Man sollte nicht in eines der beiden Extreme (ganz furchtbar oder lockeres Wellness-Leben) kippen, aber auch nichts schönreden.
Die medizinische Versorgung der Gladiatoren war zwar recht gut - aber sie brauchten sie natürlich auch, um die Verletzungen, die sie beim Training und im Kampf erlitten, zu kurieren, und somit war sie primär im Interesse des Lanista bzw. Besitzers, die ihre Gladiatoren, in deren Ausbildung sie viel investierten, einsatzfähig erhalten wollten.
Was die Lebenserwartung betrifft, sollte man sich nicht von einigen wenigen Stars, die Dutzende Kämpfe überlebten, täuschen lassen. Auch wenn Gladiatoren in der Regel anscheinend nur ein paar Mal im Jahr auftreten mussten, waren die Zukunftsaussichten für die meisten wohl eher begrenzt und trübe.

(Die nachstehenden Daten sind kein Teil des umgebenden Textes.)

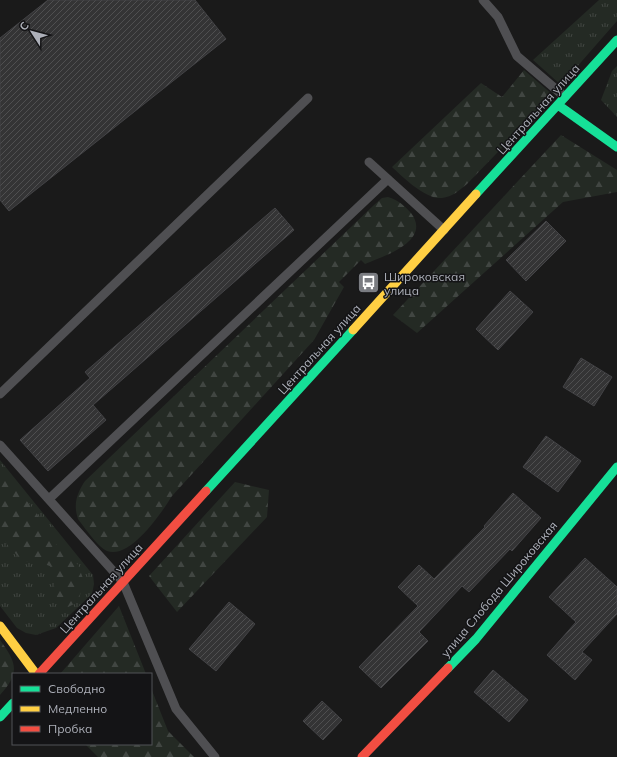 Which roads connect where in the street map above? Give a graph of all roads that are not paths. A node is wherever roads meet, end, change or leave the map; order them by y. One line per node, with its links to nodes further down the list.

Auch Ruhm und Vermögen erwartete nur wenige Stars - ganz so wie es auch heute im Profi-Sport der Fall ist. Die meisten Profi-Sportler ruinieren auch heute zwar ihre Gesundheit, kommen aber nie groß heraus. Bei den Gladiatoren hieß das, irgendwann an einem Haken aus der Arena geschleift zu werden. Man sollte aber auch nicht vergessen, dass auch die Gladiatoren, die reich und berühmt wurden und ihre Freiheit erlangten, trotzdem sozial geächtet blieben. Das mag heutzutage weniger schlimm erscheinen als im Römischen Reich, als, wer auf sich hielt, nach Ansehen, Einfluss und Würde strebte. Ein erfolgreicher Gladiator mochte ein schönes Haus haben, aber die Chance, Decurio oder gar Duumvir zu werden, hatte er nicht, niemand hätte einen Gladiator gebeten, ihn in einer Rechtsangelegenheit zu vertreten, und wohl kein Bürger hätte seine Tochter einem Gladiator zur Frau gegeben. Für ihn waren nur Liebschaften drin.
Und, wenn gerne auf die gute Versorgung und die vergleichsweise seltenen Einsätze verwiesen wird, sollte man trotzdem nicht vergessen, dass Gladiatoren einer harten Disziplinargewalt im Alltag unterworfen waren.
Vor allem letzterer Punkt lässt es mir unmöglich erscheinen, heutzutage "das Leben eines Gladiators im Selbstversuch nachzuempfinden". Ich bezweifle mal arg, dass sich jemand brennen und anketten lassen will. Mit Waffenrepliken zu hantieren und gladiatorentypisches Essen zu konsumieren, macht noch nicht das Leben eines Gladiators aus.